Detailed description
Ischemic stroke is a major cause of death or residual disability. It is caused by a blood clot blocking the brain arterial blood flow. Resolution of this blood clot can be achieved by intravenous injection of a blood clot resolving medication, if done within 4,5 h after the onset of complaints. Since about ten years, a supplementary treatment, known as mechanical thrombectomy, can be used to retrieve the blood clot from the brain circulation using a stent-retrieving system. This procedure requires an invasive transarterial approach and placement of tubes (catheter-systems) in the main brain supplying arteries to retrieve the clot by deploying stent-retrievers or by aspiration. After this maneuver, the blood supply of the brain is restored and the brain tissue that was at risk for infarction can recover. Mechanical thrombectomy has been proven to improve the functional independence of patients significantly, compared to best medical treatment alone, when performed within 6 hours of symptom onset (46% vs 26,5%). Studies emerged on patients arriving late in the hospital, more than 6 h after onset, where mechanical thrombectomy was only performed on selected patients. Selection was based on perfusion CT scan results, which demonstrate infarction and surrounding tissue at risk (penumbra). The functional independence was significantly better in patients who received mechanical thrombectomy versus those who only got best medical support.
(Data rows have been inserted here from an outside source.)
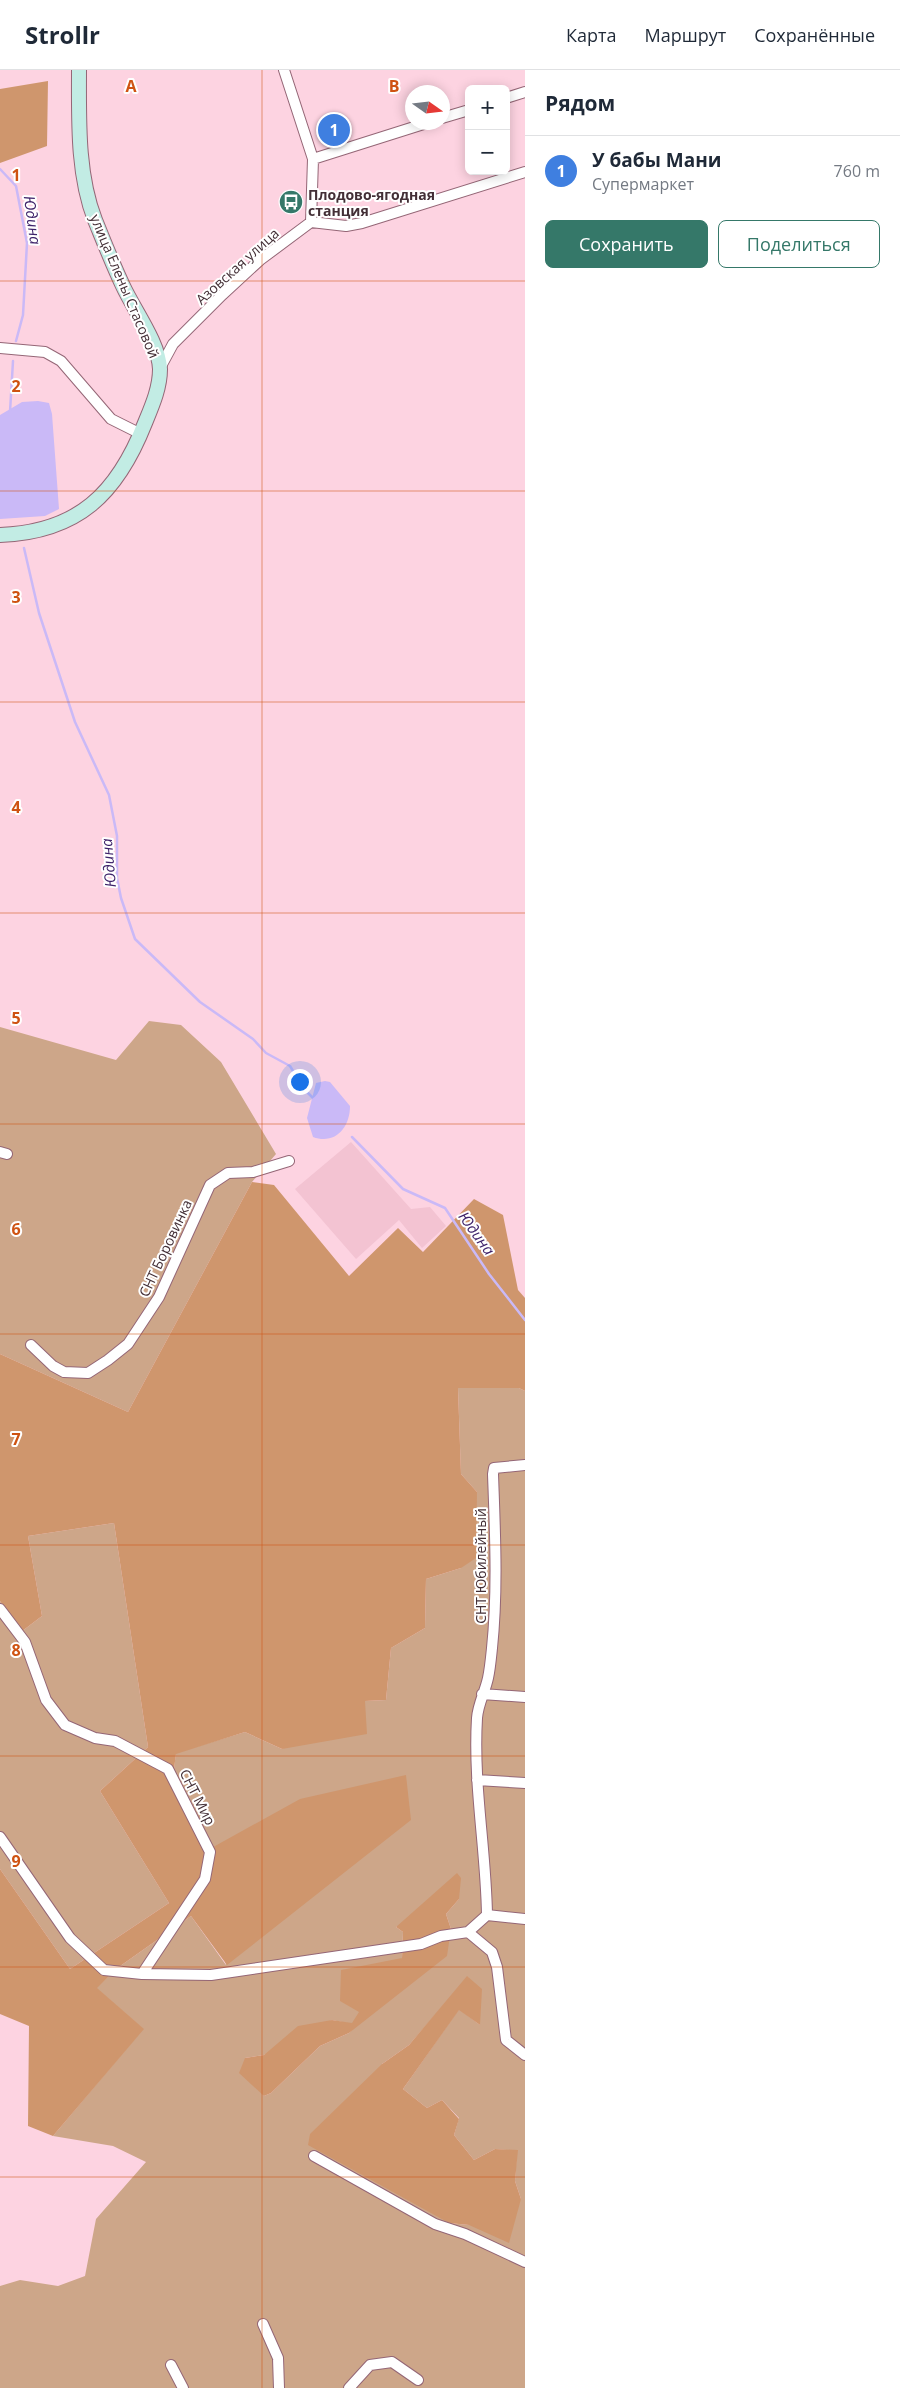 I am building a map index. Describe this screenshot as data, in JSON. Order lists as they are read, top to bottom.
{
  "streets": {
    "main road": ["улица Елены Стасовой"],
    "street": [
      "Азовская улица",
      "СНТ Боровинка",
      "СНТ Юбилейный",
      "СНТ Мир"
    ]
  },
  "crossings": [
    ["Азовская улица", "улица Елены Стасовой"]
  ],
  "water": ["Юдина"],
  "places": {
    "bus stop": ["Плодово-ягодная станция"]
  },
  "north": "right",
  "page": {
    "header": "Strollr",
    "nav": ["Карта", "Маршрут", "Сохранённые"],
    "heading": "Рядом",
    "map_buttons": ["+", "−"],
    "pins": "1",
    "list": [
      {
        "mark": "1",
        "name": "У бабы Мани",
        "note": "Супермаркет",
        "value": "760 m"
      }
    ],
    "buttons": ["Сохранить", "Поделиться"]
  },
  "grid": {
    "columns": ["A", "B"],
    "rows": [
      "1",
      "2",
      "3",
      "4",
      "5",
      "6",
      "7",
      "8",
      "9"
    ]
  }
}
In this trial the investigators aim to investigate whether the application of perfusion CT criteria to select or exclude patients from mechanical thrombectomy is non-inferior to mechanical thrombectomy without selection, with respect to functional independence at 90 days (mRS score of 0 to 2), in patients with an acute ischemic stroke caused by an occlusion of a major vessel in the anterior cerebral circulation, treated within 6 hours of symptom onset.
Conditions
Interventions
| Type | Name | Description |
|---|---|---|
| DEVICE | perfusion CT | Patients are selected for thrombectomy based on perfusion CT criteria. When the results from the perfusion CT scan (analyzed by RAPID software) indicate a core infarct volume exceeding 70 ml in patients \< 80 years or 55 ml in patients \> 80 years, then treatment is limited to best medical treatment (intravenous fibrinolysis if applicable) and no mechanical thrombectomy will be performed. This is the current standard of care for patients treated more than 6 hour after onset. |
Timeline
- Start date
- 2023-04-01
- Primary completion
- 2023-04-01
- Completion
- 2023-04-01
- First posted
- 2023-01-13
- Last updated
- 2024-09-19
Regulatory
- FDA-regulated device study
Source: ClinicalTrials.gov record NCT05685043. Inclusion in this directory is not an endorsement.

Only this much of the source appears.